# Finite sets definition and examples explained

Learn and know what are finite sets and how to define them which comes under classifications of sets. For learning the definition of finite sets it’s enough to know what is the meaning of the finite. What is the meaning of the finite? To know the meaning no need of mathematics. You can get the meaning of that in any dictionary. The meaning of the word finite is “limited” or also called as “countable”. I think after knowing the meaning of finite, you can imagine what are the finite sets?

## Finite sets definition as follows:

In any given sets, if there are a limited number of elements/objects or countable number of elements/objects then that sets are called as finite sets. Opposite to this definition, we can write infinite sets definition.

Examples:

C = {1, 5, 7, 10, 4, 2}

In the set C, we have only six elements, it means that set C has a limited or countable number of elements.

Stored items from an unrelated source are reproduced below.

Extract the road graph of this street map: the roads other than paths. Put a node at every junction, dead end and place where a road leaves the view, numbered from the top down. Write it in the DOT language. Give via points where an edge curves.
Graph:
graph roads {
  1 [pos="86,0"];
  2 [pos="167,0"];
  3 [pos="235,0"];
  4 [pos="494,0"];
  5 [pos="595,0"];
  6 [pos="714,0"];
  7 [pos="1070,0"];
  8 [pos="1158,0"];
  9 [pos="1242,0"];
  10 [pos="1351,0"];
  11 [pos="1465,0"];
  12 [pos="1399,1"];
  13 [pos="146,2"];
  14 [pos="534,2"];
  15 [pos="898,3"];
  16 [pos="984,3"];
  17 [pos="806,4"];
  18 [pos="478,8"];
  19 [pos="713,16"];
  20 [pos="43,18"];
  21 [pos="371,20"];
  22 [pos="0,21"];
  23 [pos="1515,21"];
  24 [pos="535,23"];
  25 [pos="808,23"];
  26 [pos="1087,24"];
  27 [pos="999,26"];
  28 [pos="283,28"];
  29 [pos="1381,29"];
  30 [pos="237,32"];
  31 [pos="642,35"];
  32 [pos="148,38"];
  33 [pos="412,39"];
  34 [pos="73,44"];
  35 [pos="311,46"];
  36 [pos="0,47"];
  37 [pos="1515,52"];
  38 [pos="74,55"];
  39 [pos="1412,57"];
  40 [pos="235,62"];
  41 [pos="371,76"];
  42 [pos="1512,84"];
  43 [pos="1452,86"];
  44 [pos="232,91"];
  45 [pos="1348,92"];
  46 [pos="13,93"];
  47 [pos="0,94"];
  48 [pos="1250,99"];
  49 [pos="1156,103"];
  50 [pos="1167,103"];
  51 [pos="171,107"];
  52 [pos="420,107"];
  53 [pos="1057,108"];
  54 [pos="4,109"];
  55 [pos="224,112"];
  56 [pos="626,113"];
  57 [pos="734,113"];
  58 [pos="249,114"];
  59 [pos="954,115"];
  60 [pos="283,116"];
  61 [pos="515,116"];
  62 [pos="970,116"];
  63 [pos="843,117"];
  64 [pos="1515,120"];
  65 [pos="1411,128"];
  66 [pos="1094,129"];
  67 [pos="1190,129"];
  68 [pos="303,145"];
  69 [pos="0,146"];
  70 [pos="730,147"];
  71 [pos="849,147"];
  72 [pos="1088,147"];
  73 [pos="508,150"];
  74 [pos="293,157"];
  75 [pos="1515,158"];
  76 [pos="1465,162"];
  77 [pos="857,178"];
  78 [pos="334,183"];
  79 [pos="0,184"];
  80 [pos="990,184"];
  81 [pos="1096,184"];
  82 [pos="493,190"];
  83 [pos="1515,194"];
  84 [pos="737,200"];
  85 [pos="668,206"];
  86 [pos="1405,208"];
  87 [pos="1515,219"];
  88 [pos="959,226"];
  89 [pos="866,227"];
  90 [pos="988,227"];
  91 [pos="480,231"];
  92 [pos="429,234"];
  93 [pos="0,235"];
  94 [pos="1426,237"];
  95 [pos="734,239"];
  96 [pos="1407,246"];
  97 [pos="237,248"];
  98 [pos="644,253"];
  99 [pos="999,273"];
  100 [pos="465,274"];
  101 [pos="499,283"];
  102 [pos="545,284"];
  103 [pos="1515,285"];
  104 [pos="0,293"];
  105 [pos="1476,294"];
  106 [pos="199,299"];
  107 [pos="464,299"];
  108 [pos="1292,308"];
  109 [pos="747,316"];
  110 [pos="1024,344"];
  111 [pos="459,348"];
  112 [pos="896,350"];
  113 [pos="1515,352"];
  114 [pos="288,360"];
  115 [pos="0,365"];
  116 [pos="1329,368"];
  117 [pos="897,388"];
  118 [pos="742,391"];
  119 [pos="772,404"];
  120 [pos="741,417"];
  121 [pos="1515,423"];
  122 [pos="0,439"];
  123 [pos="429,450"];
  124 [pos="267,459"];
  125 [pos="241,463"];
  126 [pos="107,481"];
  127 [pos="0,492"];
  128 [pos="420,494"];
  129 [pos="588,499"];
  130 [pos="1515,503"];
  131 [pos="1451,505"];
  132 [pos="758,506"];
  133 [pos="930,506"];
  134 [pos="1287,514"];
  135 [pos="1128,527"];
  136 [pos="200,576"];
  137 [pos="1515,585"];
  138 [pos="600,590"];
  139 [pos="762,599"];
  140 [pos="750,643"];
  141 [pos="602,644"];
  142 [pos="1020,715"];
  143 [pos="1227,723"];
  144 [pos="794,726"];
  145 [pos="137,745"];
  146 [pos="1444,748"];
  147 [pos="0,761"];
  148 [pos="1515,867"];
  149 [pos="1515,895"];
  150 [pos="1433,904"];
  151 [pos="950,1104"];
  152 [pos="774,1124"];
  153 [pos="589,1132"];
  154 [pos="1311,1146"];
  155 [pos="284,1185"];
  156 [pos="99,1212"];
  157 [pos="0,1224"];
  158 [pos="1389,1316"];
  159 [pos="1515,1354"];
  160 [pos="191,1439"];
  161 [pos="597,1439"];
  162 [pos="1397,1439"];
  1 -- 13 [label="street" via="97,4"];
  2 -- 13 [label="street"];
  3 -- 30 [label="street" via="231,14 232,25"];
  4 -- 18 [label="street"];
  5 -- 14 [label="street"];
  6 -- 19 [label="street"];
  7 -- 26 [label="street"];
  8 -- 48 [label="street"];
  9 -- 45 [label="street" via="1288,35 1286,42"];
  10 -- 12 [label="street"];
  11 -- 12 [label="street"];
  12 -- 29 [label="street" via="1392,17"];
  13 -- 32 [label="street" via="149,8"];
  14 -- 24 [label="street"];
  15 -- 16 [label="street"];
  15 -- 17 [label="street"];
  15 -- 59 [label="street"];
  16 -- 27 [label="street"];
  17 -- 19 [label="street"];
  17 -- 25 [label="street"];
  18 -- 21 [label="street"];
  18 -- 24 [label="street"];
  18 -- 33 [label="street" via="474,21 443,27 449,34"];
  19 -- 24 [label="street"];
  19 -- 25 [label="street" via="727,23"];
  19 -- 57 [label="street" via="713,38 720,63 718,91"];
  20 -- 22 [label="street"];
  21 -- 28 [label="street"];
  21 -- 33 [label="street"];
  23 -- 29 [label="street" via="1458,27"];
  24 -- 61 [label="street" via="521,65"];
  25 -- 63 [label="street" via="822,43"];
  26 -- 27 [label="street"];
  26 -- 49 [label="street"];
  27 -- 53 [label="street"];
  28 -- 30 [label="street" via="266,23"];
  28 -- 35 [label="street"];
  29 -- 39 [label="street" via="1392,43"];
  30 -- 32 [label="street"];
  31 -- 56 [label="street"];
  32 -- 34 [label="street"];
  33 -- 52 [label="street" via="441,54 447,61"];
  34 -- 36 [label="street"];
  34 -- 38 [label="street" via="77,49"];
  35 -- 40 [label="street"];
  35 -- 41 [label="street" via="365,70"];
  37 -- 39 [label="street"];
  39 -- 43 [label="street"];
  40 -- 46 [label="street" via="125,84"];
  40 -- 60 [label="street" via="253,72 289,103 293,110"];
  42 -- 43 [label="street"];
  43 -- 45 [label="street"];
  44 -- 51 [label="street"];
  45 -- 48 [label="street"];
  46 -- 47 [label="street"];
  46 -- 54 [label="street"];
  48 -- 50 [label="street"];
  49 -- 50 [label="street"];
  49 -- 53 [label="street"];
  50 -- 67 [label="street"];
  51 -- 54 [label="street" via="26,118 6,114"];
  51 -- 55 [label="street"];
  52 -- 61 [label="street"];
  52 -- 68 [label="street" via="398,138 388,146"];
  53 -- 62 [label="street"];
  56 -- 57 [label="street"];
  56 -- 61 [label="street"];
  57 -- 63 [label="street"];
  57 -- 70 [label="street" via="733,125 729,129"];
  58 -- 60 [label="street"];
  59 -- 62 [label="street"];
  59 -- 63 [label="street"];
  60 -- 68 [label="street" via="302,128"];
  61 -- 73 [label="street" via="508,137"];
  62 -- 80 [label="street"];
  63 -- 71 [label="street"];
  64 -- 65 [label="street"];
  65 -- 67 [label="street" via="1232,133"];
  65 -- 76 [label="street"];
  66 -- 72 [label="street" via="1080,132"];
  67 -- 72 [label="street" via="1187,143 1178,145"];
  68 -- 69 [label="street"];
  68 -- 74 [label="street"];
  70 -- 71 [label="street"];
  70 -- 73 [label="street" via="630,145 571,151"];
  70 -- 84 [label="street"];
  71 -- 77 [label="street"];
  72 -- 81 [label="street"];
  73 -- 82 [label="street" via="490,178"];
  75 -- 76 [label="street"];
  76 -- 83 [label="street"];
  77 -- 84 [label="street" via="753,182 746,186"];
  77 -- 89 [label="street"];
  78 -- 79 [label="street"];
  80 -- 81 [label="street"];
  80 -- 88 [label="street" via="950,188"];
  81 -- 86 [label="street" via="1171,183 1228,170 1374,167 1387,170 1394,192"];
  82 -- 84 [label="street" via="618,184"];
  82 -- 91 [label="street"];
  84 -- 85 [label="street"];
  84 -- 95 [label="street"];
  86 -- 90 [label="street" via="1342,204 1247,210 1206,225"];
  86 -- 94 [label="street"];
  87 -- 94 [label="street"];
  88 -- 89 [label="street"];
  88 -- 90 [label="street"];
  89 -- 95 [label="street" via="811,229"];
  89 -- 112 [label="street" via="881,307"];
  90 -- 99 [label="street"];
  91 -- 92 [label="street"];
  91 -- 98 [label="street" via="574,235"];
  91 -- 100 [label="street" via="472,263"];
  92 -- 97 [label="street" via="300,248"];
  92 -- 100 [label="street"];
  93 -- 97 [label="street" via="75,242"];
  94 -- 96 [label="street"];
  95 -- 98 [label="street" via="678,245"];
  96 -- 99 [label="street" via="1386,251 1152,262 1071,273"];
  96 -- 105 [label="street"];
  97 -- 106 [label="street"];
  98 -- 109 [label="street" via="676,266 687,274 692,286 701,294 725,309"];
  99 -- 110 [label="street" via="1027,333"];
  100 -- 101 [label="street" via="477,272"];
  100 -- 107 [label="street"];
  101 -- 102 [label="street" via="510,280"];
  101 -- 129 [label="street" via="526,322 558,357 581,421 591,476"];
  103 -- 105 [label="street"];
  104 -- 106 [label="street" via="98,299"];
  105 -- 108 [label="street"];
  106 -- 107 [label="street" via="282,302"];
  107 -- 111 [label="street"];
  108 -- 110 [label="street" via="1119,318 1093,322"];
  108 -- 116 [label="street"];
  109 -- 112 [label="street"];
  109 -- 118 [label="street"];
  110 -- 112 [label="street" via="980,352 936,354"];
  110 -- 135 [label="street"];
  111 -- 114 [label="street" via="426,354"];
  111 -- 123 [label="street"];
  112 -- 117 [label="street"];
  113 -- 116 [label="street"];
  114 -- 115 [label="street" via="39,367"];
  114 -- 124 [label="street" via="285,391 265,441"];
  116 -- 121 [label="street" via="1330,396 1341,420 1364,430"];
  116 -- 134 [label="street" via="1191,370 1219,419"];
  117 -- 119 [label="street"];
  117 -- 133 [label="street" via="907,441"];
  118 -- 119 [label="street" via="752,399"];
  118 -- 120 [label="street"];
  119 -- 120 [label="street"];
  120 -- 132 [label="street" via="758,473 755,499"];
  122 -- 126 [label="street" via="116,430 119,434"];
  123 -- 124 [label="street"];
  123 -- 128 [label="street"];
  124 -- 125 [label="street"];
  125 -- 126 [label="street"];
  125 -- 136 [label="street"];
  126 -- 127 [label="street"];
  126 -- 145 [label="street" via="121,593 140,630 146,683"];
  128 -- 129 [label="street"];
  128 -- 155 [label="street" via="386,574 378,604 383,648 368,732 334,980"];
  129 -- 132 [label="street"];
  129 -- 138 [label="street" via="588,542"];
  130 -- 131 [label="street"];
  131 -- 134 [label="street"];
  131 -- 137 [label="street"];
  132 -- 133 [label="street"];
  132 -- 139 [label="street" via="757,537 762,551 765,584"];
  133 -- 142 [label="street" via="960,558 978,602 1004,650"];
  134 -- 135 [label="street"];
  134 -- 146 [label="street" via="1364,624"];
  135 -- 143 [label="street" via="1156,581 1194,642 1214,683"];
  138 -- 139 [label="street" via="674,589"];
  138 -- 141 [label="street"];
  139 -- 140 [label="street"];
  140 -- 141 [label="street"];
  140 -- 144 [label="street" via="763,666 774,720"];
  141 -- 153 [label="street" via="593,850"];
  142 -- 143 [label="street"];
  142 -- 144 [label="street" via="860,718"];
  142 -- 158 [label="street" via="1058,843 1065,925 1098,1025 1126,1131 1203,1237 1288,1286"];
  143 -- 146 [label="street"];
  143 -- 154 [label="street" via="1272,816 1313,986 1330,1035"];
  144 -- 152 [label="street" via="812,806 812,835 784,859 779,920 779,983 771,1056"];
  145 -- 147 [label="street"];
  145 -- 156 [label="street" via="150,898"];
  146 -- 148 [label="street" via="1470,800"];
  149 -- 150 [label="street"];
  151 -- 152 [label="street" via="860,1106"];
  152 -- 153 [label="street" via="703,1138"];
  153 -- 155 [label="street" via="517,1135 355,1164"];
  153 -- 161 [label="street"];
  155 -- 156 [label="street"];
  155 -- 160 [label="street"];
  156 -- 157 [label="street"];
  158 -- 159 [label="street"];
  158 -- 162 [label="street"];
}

So set C is a finite set.

D = {x: x = 5n, n∈N, n<4}

Set D is given in set builder form or rule form, so first we need to it in list form. After listing all the elements in set D we can easily say whether it is finite set or not.

D = {5, 10, 15}, according to the given conditions in set D, we get three elements. As it contains limited number of elements so it is called as finite set.

G is the set of prime numbers which are less than 1000. Can you say what kind of set G is? As the prime numbers less than 1000 are countable so set G is a finite set.

If U is given as the set of all the stars in the sky. As the stars are not possible to count so it is not a finite set.

Hope you have understood the finite sets definition and related examples.